Еще год назад я бы, не задумываясь, ответил отказом.
— Хорошо, — сказал я, не отдавая себе отчета. — Попробую. Как, по-твоему, Биль, может, со мной происходит что-то неладное?
— Да нет же, черт возьми! Перестань напрасно терзаться!
— Не могу. Со мной что-то происходит, раз у меня нет желания вернуться домой.
— Да стань же ты наконец взрослым! Война многих заставила понять, что жить не стоит, если тебе не дано поступать, как хочется. Сможешь ли ты удержать ребят на фермах после того, как они увидели Париж?
— Но я-то вырос не на ферме. У меня было все.
Биль махнул рукой в направлении окна.
— Послушай, ты же понятия не имеешь, что происходит там — рабочие беспорядки, коммунизм, расстройство экономики, Лига наций!.. Никто не знает, что произойдет дальше, но в одном ты можешь не сомневаться.
— В чем?
Биль ткнул в меня пальцем.
— Ты вырос в маленьком, никому не нужном мирке, дни которого сочтены. Ты говоришь, что имел все. А что это «все» собой представляет? Ровным счетом ничего.

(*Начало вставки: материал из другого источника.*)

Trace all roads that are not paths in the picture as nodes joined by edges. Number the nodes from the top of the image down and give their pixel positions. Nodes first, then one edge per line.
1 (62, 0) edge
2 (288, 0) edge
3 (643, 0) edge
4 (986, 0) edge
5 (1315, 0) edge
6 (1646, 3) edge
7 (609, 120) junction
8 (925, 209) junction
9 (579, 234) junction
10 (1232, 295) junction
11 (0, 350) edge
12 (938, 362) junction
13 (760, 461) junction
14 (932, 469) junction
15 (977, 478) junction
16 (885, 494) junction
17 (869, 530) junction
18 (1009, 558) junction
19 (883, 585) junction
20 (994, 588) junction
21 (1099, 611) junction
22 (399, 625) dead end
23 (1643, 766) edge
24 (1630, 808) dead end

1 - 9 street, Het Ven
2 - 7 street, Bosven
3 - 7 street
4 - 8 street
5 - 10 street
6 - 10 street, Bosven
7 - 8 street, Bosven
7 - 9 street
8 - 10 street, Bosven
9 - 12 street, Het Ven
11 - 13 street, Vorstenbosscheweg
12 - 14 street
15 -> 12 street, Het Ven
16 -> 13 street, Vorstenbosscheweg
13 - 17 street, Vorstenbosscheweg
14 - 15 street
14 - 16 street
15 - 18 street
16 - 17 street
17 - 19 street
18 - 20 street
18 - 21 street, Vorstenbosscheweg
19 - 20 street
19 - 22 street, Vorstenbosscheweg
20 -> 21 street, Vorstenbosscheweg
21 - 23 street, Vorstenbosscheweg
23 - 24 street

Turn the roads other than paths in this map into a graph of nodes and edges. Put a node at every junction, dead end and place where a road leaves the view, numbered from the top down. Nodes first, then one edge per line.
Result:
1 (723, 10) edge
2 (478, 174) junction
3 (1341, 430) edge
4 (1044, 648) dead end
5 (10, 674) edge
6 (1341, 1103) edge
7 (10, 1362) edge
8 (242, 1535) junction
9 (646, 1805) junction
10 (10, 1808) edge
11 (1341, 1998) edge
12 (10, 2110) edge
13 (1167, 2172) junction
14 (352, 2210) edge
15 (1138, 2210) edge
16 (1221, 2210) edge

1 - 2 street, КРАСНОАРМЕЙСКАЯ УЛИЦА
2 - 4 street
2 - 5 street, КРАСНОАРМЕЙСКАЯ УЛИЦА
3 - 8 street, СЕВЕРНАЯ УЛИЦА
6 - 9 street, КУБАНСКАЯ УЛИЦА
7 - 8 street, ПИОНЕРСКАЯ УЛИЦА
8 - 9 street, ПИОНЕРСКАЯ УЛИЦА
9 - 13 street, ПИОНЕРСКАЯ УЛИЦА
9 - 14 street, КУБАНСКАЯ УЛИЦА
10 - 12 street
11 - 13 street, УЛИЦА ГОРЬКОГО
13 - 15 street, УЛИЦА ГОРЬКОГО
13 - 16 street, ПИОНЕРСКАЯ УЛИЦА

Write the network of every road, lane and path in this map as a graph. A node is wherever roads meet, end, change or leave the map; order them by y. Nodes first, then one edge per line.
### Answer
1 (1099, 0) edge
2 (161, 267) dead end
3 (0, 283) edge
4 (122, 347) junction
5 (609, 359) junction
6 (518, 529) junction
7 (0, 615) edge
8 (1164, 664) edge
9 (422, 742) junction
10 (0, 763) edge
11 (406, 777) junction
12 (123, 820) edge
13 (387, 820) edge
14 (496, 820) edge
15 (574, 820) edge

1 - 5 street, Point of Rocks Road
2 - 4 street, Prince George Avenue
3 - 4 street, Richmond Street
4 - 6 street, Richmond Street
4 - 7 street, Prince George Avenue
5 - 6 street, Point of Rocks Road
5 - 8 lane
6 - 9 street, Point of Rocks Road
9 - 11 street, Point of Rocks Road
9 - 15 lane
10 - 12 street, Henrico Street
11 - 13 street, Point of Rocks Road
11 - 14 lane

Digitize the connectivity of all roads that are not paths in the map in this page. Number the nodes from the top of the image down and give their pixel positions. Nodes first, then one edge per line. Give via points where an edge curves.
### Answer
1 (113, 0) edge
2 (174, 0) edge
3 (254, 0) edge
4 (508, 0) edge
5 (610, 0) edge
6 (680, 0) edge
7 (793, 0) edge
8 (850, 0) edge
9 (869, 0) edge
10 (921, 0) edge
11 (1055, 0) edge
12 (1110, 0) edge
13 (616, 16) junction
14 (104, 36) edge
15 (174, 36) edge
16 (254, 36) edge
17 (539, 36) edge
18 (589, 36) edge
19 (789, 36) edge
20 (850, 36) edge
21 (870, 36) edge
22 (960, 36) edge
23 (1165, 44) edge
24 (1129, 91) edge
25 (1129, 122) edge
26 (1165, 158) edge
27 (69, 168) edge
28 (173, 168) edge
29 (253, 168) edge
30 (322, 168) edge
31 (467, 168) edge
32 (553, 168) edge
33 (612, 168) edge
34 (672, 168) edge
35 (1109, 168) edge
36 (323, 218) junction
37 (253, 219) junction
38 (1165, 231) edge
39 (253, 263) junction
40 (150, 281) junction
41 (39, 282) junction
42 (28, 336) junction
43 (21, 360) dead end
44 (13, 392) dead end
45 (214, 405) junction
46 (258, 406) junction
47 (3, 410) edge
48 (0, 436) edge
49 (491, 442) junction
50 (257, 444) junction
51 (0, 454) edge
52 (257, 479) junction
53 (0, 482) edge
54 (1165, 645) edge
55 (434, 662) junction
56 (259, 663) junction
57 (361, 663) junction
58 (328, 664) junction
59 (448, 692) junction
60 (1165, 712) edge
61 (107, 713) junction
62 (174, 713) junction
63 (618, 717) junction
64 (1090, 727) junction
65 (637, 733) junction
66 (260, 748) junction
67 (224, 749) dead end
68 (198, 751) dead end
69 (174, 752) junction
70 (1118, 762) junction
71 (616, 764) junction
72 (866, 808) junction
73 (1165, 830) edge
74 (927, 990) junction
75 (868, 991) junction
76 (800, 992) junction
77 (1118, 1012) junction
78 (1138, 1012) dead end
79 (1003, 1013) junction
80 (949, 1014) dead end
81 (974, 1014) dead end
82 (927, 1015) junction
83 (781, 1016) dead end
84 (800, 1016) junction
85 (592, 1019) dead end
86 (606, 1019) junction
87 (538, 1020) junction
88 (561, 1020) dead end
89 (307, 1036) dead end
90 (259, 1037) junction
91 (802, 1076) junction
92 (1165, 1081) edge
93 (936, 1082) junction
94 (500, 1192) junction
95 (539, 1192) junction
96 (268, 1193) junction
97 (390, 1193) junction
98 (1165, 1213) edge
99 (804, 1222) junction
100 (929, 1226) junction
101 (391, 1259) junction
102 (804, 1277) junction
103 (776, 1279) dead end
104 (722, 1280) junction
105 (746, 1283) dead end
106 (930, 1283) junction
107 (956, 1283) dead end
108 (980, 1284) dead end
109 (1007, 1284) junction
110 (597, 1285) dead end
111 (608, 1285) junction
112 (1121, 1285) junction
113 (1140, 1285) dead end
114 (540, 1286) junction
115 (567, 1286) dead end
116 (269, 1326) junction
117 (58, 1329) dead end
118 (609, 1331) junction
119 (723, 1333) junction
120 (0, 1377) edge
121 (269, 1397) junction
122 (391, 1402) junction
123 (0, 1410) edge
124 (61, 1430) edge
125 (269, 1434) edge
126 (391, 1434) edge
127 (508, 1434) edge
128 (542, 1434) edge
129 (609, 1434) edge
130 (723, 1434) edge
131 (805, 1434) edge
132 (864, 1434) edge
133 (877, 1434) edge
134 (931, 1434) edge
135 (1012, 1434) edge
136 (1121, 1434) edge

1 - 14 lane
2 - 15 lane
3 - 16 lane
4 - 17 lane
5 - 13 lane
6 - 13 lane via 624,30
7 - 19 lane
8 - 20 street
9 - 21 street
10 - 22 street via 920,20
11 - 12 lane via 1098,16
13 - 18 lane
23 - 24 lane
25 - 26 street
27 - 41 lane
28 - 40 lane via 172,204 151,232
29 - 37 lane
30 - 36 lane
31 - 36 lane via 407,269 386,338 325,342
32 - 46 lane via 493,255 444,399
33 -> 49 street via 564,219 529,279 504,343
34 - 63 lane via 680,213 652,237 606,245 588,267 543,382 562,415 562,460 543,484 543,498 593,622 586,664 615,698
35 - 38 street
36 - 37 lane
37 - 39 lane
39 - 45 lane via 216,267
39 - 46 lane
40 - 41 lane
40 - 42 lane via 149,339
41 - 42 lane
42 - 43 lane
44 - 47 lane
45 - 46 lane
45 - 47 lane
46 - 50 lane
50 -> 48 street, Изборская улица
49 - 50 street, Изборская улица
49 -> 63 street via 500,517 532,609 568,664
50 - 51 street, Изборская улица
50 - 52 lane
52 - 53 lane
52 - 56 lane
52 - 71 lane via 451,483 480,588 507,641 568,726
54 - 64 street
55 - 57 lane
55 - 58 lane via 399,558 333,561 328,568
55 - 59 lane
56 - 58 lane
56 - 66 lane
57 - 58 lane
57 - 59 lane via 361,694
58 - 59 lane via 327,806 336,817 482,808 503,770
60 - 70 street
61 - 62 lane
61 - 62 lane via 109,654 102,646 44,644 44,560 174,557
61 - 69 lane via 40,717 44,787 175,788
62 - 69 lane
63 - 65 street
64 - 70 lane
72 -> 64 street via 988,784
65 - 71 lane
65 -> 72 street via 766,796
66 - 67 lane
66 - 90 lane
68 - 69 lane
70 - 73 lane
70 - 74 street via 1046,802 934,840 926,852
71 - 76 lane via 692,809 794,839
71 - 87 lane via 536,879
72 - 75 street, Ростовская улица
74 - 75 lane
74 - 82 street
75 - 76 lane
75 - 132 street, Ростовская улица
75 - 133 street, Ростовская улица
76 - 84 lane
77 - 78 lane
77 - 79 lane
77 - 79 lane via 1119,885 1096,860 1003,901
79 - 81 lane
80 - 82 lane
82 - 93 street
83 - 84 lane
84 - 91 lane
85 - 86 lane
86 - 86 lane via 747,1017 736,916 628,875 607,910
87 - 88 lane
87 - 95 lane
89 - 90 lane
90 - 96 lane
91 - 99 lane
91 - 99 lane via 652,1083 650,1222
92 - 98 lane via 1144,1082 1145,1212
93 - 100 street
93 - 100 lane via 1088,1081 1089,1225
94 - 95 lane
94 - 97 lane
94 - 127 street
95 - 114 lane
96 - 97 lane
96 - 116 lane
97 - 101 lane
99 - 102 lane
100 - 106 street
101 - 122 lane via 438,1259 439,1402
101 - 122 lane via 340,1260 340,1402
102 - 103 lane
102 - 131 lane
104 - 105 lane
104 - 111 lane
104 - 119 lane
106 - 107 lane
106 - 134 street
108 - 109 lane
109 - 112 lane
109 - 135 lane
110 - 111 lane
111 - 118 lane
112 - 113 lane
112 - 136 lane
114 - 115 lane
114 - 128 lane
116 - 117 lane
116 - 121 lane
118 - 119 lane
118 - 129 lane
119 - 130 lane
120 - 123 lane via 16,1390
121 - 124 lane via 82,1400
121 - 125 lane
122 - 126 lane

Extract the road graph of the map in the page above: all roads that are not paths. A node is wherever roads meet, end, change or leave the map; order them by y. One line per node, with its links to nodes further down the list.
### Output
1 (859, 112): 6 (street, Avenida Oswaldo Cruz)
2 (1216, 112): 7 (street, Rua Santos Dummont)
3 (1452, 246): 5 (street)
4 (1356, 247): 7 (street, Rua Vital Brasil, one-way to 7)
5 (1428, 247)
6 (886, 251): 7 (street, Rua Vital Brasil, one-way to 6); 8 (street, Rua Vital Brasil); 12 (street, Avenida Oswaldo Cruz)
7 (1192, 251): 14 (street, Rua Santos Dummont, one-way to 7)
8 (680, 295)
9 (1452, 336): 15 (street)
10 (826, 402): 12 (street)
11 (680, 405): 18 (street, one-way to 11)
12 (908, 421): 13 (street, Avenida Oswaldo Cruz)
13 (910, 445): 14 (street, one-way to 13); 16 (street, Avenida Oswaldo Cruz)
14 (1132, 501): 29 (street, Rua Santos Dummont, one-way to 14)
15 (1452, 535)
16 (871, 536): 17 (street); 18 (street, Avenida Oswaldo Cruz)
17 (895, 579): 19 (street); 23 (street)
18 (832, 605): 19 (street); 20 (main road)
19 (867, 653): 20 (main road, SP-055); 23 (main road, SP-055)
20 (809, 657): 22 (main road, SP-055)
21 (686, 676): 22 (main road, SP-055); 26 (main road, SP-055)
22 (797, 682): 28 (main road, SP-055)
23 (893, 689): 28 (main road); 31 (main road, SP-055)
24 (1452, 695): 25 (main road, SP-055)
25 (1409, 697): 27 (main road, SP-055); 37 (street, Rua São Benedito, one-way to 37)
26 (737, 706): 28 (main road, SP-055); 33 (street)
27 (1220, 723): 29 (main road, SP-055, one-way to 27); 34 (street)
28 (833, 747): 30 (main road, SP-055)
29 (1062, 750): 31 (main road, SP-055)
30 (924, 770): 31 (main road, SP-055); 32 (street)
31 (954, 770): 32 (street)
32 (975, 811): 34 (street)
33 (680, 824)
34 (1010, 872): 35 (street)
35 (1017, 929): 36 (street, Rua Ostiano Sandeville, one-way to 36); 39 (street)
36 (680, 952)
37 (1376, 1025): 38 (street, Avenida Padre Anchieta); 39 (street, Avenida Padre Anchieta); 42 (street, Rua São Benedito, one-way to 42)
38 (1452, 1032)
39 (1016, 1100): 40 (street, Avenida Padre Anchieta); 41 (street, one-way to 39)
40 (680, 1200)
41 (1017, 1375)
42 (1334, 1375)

Меня рассердили его слова, но прежде чем я успел возразить, он продолжал:
— Я постараюсь объяснить тебе несколько иначе. Возьми мир насекомых…
— При чем тут мир насекомых?
— Не перебивай. Возьми мир насекомых. Насекомое наделено не умом, а инстинктом. Если среда, которая окружает насекомое, меняется и инстинкт перестает правильно служить ему, оно умирает. Так вот, ты тоже насекомое с нарушенным инстинктом.
— А ты?
— Я? Я едва успеваю менять свои инстинкты. Мне это тем легче, что я никогда не жил в твоем улье.
— Тебе нравился наш улей.
— Конечно. Милый и уютный улей, но пчел из него скоро выкурят. Мне нравились твои родители и все другие пчелы, но тебе, Гарри, следует бежать из него.
— Давай поговорим о чем-нибудь другом, — буркнул я.
На следующее утро, направляясь в контору фирмы на Сорок второй улице, я чуть было не вернулся с полпути, но не захотел подводить Биля, поскольку он, очевидно, уже провел соответствующую подготовку. На мне по-прежнему была форма с отличительными нашивками дивизии «Полумесяц», так как для доделки двух костюмов, заказанных в магазине фирмы Брукс, не хватило как раз одного дня. Поднявшись на лифте, я попал в большую приемную комнату, совсем не похожую на другие конторы, где мне доводилось бывать раньше. Пол комнаты покрывал красивый персидский ковер, кресла были обиты красной кожей. Позади девушки, сидевшей за столом в стиле жакоб, высился шкаф с книгами в богатых переплетах и виднелся искусственный камин с искусственными углями. На книжном шкафу стояла бронзовая дощечка с надписью: «Справочная библиотека фирмы Д. Т., Балларда». Взглянув на особу за столом, я понял, что стал уже забывать, как красивы американские девушки. Она посмотрела на меня и улыбнулась. Возможно, и я был не так уж дурен собой, хотя бы и в потрепанной форме, но скорее всего девушку просто выдрессировали улыбаться всем и каждому.